Search the records for lines that contain the word "Kleine". Copy them all.

> **MATERIALS PROVIDED**:
####

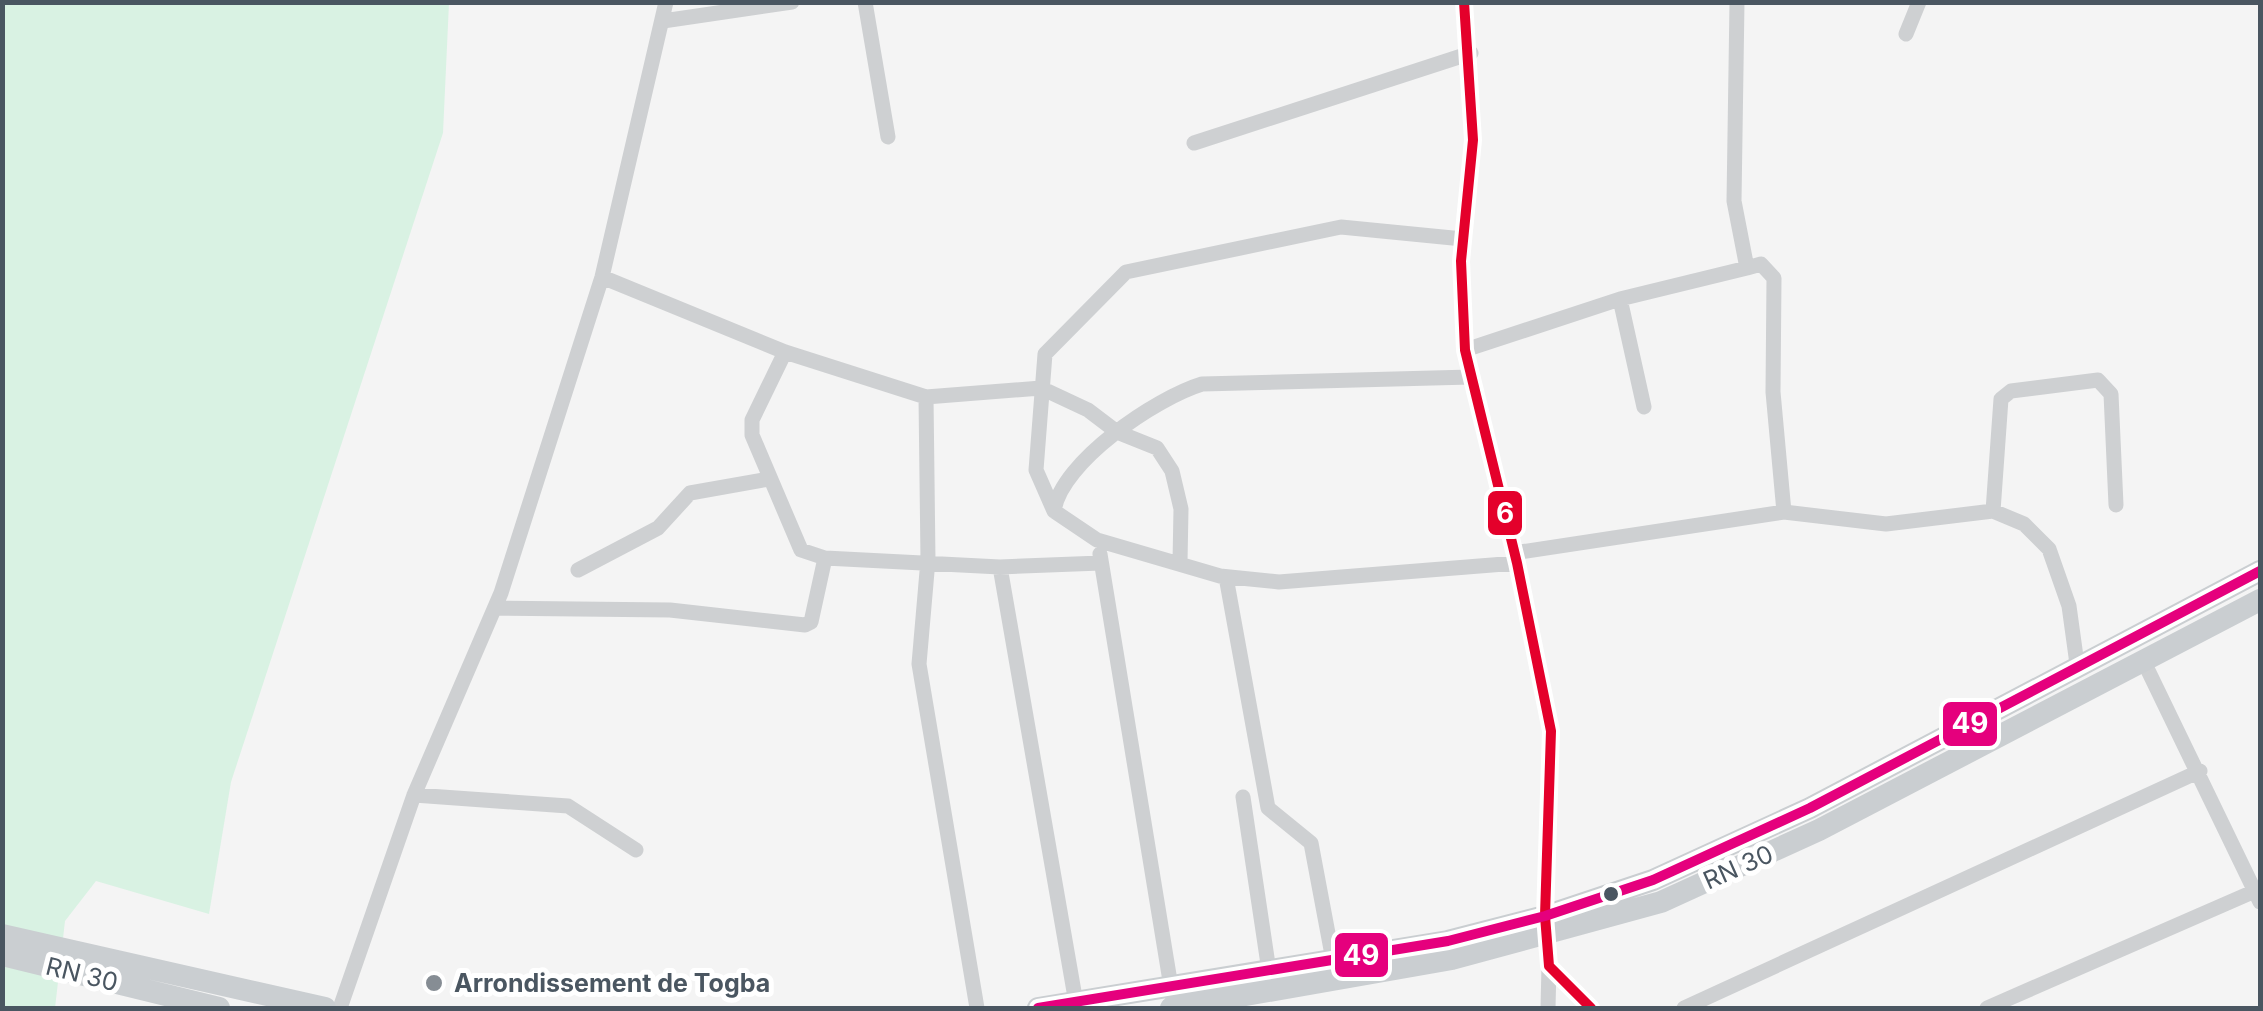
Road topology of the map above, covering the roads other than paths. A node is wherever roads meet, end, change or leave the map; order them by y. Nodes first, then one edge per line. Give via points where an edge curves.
1 (666, 2) edge
2 (792, 2) edge
3 (865, 2) edge
4 (1464, 2) edge
5 (1737, 2) edge
6 (1918, 2) edge
7 (662, 21) junction
8 (1906, 34) dead end
9 (1471, 53) junction
10 (888, 137) dead end
11 (1194, 144) dead end
12 (1463, 240) junction
13 (1747, 268) junction
14 (602, 277) junction
15 (1620, 298) junction
16 (1466, 350) junction
17 (785, 352) junction
18 (1471, 377) junction
19 (1041, 388) junction
20 (926, 397) junction
21 (1644, 407) dead end
22 (1117, 432) junction
23 (769, 479) junction
24 (2116, 505) dead end
25 (1054, 511) junction
26 (1993, 511) junction
27 (1784, 512) junction
28 (1097, 540) junction
29 (824, 558) junction
30 (1515, 558) junction
31 (928, 560) junction
32 (1180, 562) junction
33 (1101, 563) junction
34 (1000, 567) junction
35 (578, 570) dead end
36 (2260, 571) edge
37 (1226, 577) junction
38 (2260, 602) edge
39 (495, 608) junction
40 (2143, 660) junction
41 (2077, 664) junction
42 (2200, 771) junction
43 (414, 795) junction
44 (1243, 797) dead end
45 (636, 850) dead end
46 (2254, 866) edge
47 (2258, 896) edge
48 (1546, 925) junction
49 (2, 935) edge
50 (2, 955) edge
51 (68, 960) junction
52 (1333, 960) junction
53 (1549, 966) junction
54 (1269, 971) junction
55 (1171, 998) edge
56 (1076, 1003) junction
57 (219, 1008) edge
58 (326, 1008) edge
59 (340, 1008) edge
60 (977, 1008) edge
61 (1038, 1008) edge
62 (1548, 1008) edge
63 (1591, 1008) edge
64 (1684, 1008) edge
65 (1987, 1008) edge

1 - 7 street
2 - 7 street
3 - 10 street
4 - 9 street
5 - 13 street via 1734,201
6 - 8 street
7 - 14 street
9 - 11 street
9 - 12 street via 1474,140
12 - 16 street
12 - 19 street via 1341,227 1126,272 1048,348
13 - 15 street
13 - 27 street via 1762,264 1774,278 1773,392
14 - 17 street
14 - 39 street
15 - 16 street
15 - 21 street
16 - 18 street
17 - 20 street
17 - 23 street via 752,420
18 - 22 street via 1202,384 1166,398
18 - 30 street
19 - 20 street
19 - 22 street
19 - 25 street via 1036,470
20 - 31 street
22 - 25 street via 1062,486
22 - 32 street via 1157,448 1172,472
23 - 29 street via 800,550
23 - 35 street via 690,492 658,528
24 - 26 street via 2111,394 2098,380 2002,399
25 - 28 street
26 - 27 street via 1886,524
26 - 41 street via 2024,524 2049,548 2069,606
27 - 30 street
28 - 32 street
28 - 33 street
29 - 31 street
29 - 39 street via 808,624 670,610
30 - 37 street via 1278,582
30 - 48 street via 1550,732
31 - 34 street
31 - 60 street via 919,664
32 - 37 street
33 - 34 street
33 - 55 street
34 - 56 street
36 - 41 main road, RN 30
37 - 52 street via 1268,808 1311,843
38 - 40 main road, RN 30 / RN 30
39 - 43 street
40 - 42 street
40 - 48 main road, RN 30 / RN 30 via 1820,830 1660,902
41 - 48 main road, RN 30 via 1810,808
42 - 46 street
42 - 64 street
43 - 45 street via 568,806
43 - 59 street
44 - 54 street
46 - 47 street
47 - 65 street
48 - 52 main road, RN 30
48 - 53 street
48 - 55 main road, RN 30 / RN 30 via 1452,959
49 - 51 main road, RN 30 / RN 30
50 - 51 main road, RN 30 / RN 30
51 - 57 main road, RN 30 / RN 30
51 - 58 main road, RN 30
52 - 54 main road, RN 30
53 - 62 street
53 - 63 street
54 - 55 main road, RN 30
55 - 56 main road, RN 30
56 - 61 main road, RN 30

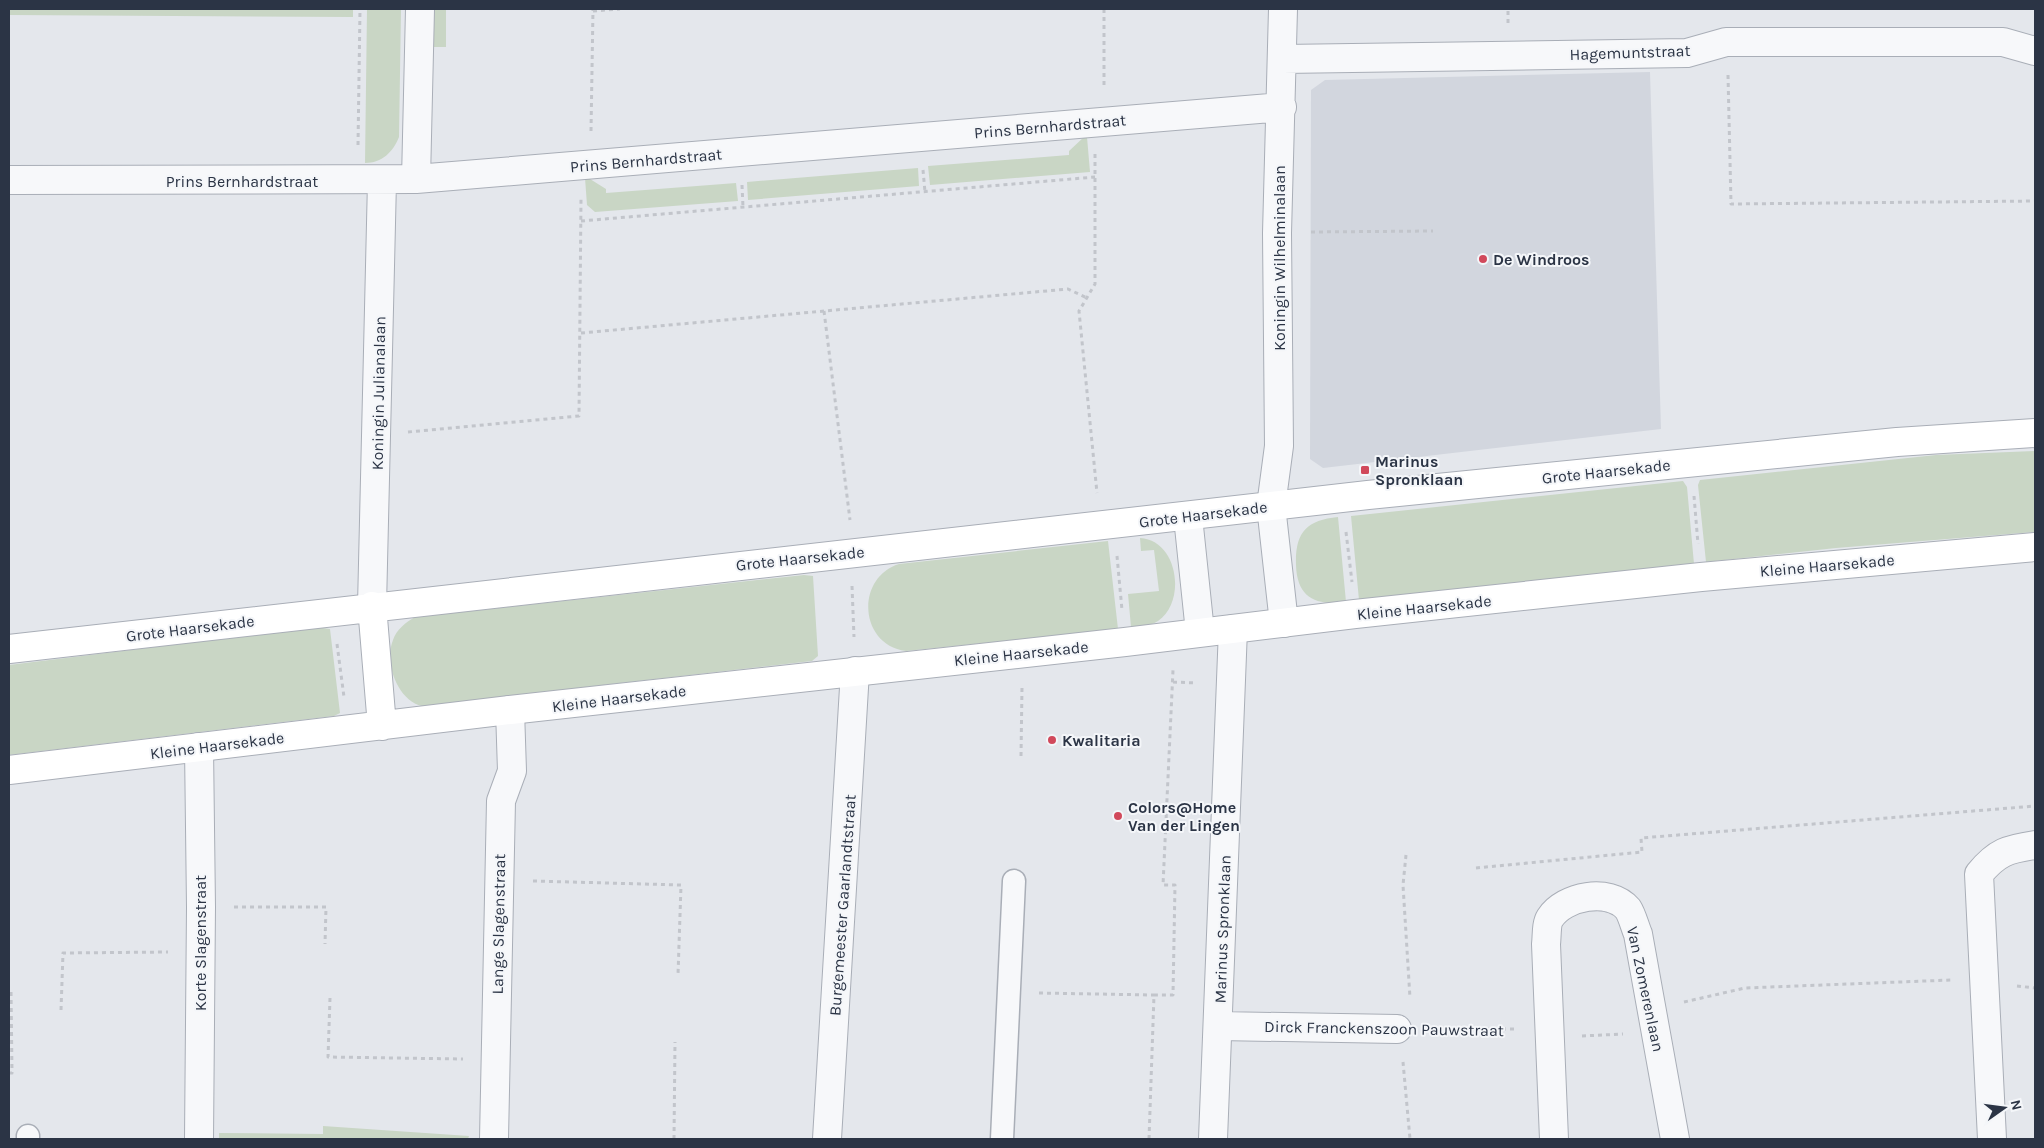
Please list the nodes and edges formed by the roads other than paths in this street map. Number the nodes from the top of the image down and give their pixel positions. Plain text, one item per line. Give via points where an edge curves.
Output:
1 (420, 9) edge
2 (1283, 9) edge
3 (2035, 51) edge
4 (1282, 59) junction
5 (1282, 107) junction
6 (416, 179) junction
7 (9, 180) edge
8 (370, 181) junction
9 (2035, 433) edge
10 (1271, 506) junction
11 (1188, 517) junction
12 (2035, 547) edge
13 (372, 606) junction
14 (1284, 623) junction
15 (1233, 628) junction
16 (1200, 632) junction
17 (9, 649) edge
18 (855, 671) junction
19 (510, 710) junction
20 (382, 726) junction
21 (198, 747) junction
22 (9, 770) edge
23 (2035, 845) edge
24 (1014, 881) dead end
25 (1218, 1026) junction
26 (1403, 1029) road end
27 (199, 1139) edge
28 (494, 1139) edge
29 (827, 1139) edge
30 (1002, 1139) edge
31 (1213, 1139) edge
32 (1554, 1139) edge
33 (1675, 1139) edge
34 (1992, 1139) edge

1 - 6 street
2 - 4 street, Koningin Wilhelminalaan
3 - 4 street, Hagemuntstraat via 2003,42 1726,42 1687,53
4 - 5 street, Koningin Wilhelminalaan
5 - 6 street, Prins Bernhardstraat
5 - 10 street, Koningin Wilhelminalaan via 1277,232 1279,446
6 - 8 street, Prins Bernhardstraat
7 - 8 street, Prins Bernhardstraat
8 - 13 street, Koningin Julianalaan via 377,435
9 - 10 street, Grote Haarsekade via 1897,442
10 - 11 street, Grote Haarsekade
10 - 14 street, Koningin Wilhelminalaan
11 - 13 street, Grote Haarsekade
11 - 16 street
12 - 14 street, Kleine Haarsekade via 1701,576
13 - 17 street, Grote Haarsekade
13 - 20 street
14 - 15 street, Kleine Haarsekade
15 - 16 street, Kleine Haarsekade
15 - 25 street, Marinus Spronklaan
16 - 18 street, Kleine Haarsekade
18 - 19 street, Kleine Haarsekade
18 - 29 street, Burgemeester Gaarlandtstraat
19 - 20 street, Kleine Haarsekade
19 - 28 street, Lange Slagenstraat via 512,771 501,801
20 - 21 street, Kleine Haarsekade
21 - 22 street, Kleine Haarsekade
21 - 27 street, Korte Slagenstraat via 201,907
23 - 34 street via 2011,849 1993,858 1979,874
24 - 30 lane
25 - 26 street, Dirck Franckenszoon Pauwstraat
25 - 31 street, Marinus Spronklaan
32 - 33 street, Van Zomerenlaan via 1546,944 1548,919 1562,904 1584,897 1611,897 1628,909 1638,934

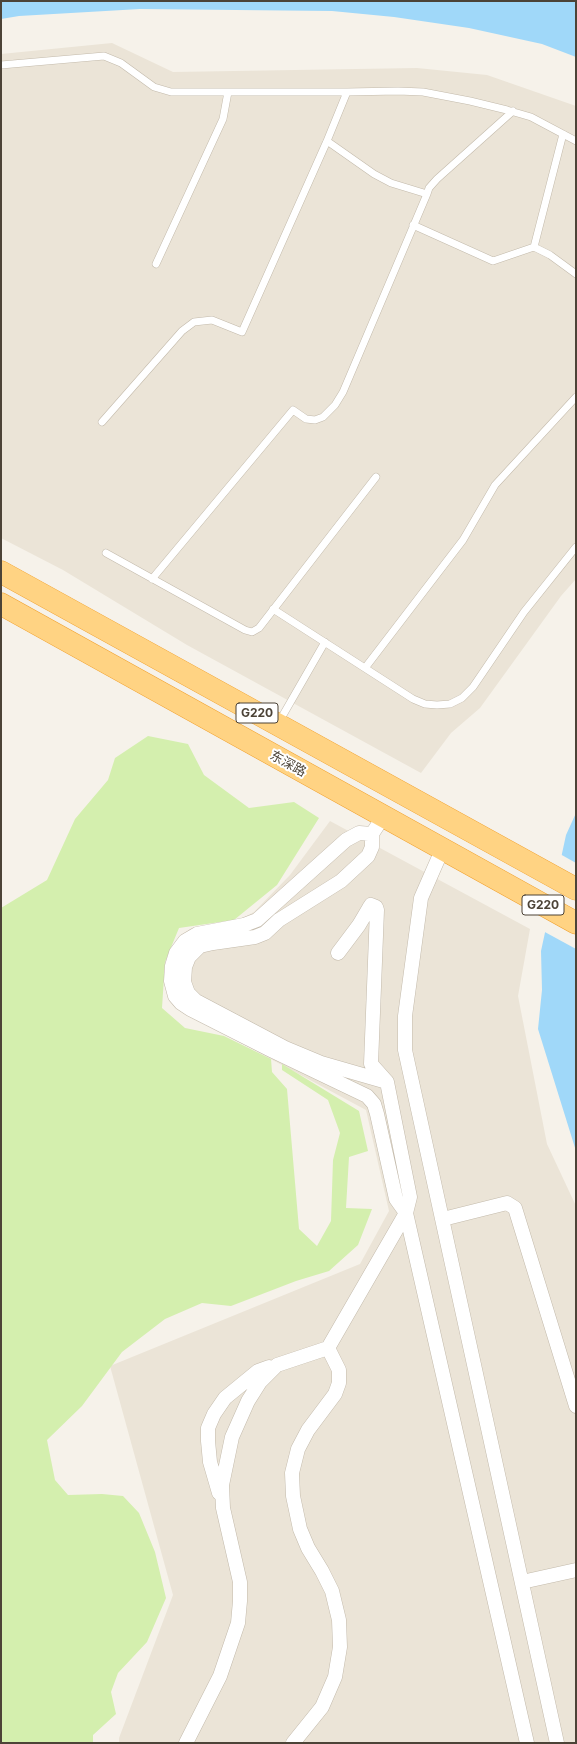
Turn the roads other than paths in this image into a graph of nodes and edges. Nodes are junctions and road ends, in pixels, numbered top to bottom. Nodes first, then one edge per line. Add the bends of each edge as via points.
1 (1, 65) edge
2 (228, 92) junction
3 (347, 92) junction
4 (513, 111) junction
5 (563, 134) junction
6 (327, 141) junction
7 (576, 141) edge
8 (427, 194) junction
9 (413, 225) junction
10 (534, 247) junction
11 (156, 264) dead end
12 (576, 274) edge
13 (576, 397) edge
14 (102, 422) dead end
15 (376, 477) dead end
16 (576, 547) edge
17 (106, 553) dead end
18 (1, 572) edge
19 (152, 579) junction
20 (1, 604) edge
21 (273, 609) junction
22 (325, 642) junction
23 (365, 668) junction
24 (277, 724) junction
25 (377, 826) junction
26 (442, 850) junction
27 (576, 889) edge
28 (576, 924) edge
29 (338, 953) dead end
30 (387, 1082) junction
31 (406, 1213) junction
32 (443, 1219) junction
33 (328, 1348) junction
34 (277, 1365) junction
35 (576, 1406) edge
36 (223, 1508) junction
37 (576, 1570) edge
38 (522, 1582) junction
39 (186, 1743) edge
40 (292, 1743) edge
41 (527, 1743) edge
42 (557, 1743) edge

1 - 2 lane via 104,56 121,63 162,90
2 - 3 lane
2 - 11 lane via 224,119
3 - 4 lane via 423,92
3 - 6 lane
4 - 5 lane via 531,117
4 - 8 lane via 437,179
5 - 7 lane
5 - 10 lane
6 - 8 lane via 374,174 391,183
6 - 14 lane via 242,332 212,320 194,322 182,331
8 - 9 lane
9 - 10 lane via 493,261
9 - 19 lane via 343,392 335,405 323,417 315,420 306,419 293,410
10 - 12 lane
13 - 23 lane via 495,485 463,540
15 - 21 lane
16 - 23 lane via 524,612 473,687 462,698 450,704 425,704
17 - 19 lane
18 - 24 highway, G220
19 - 21 lane via 248,632 259,628
20 - 25 highway, 东深路 / G220
21 - 22 lane
22 - 23 lane
22 - 24 lane
24 - 27 highway, G220
25 - 26 highway, 东深路 / G220
25 - 30 street via 368,856 341,881 279,920 265,933 200,946 189,957 184,982 188,993 196,1001 285,1048 321,1063
25 - 31 street via 346,840 257,920 197,934 185,941 176,953 171,981 175,996 190,1009 367,1096 374,1104 377,1114 396,1199
26 - 28 highway, 东深路 / G220
26 - 32 street via 420,898 404,1032 405,1050
29 - 30 street via 371,905 376,906 371,1064
30 - 31 street via 410,1197
31 - 33 street
31 - 41 street
32 - 35 street via 507,1203 515,1208
32 - 38 street
33 - 34 street
33 - 40 street via 340,1370 339,1383 335,1394 308,1430 298,1449 292,1473 292,1496 300,1529 308,1548 332,1591 339,1620 340,1646 335,1677 322,1707
34 - 36 street via 260,1382 248,1401 232,1437 222,1485
34 - 36 street via 258,1371 225,1398 208,1428 210,1462
36 - 39 street via 240,1582 238,1623 220,1676
37 - 38 street
38 - 42 street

####

> **OUTPUT OF THE EXERCISE**:
12 - 14 street, Kleine Haarsekade via 1701,576
14 - 15 street, Kleine Haarsekade
15 - 16 street, Kleine Haarsekade
16 - 18 street, Kleine Haarsekade
18 - 19 street, Kleine Haarsekade
19 - 20 street, Kleine Haarsekade
20 - 21 street, Kleine Haarsekade
21 - 22 street, Kleine Haarsekade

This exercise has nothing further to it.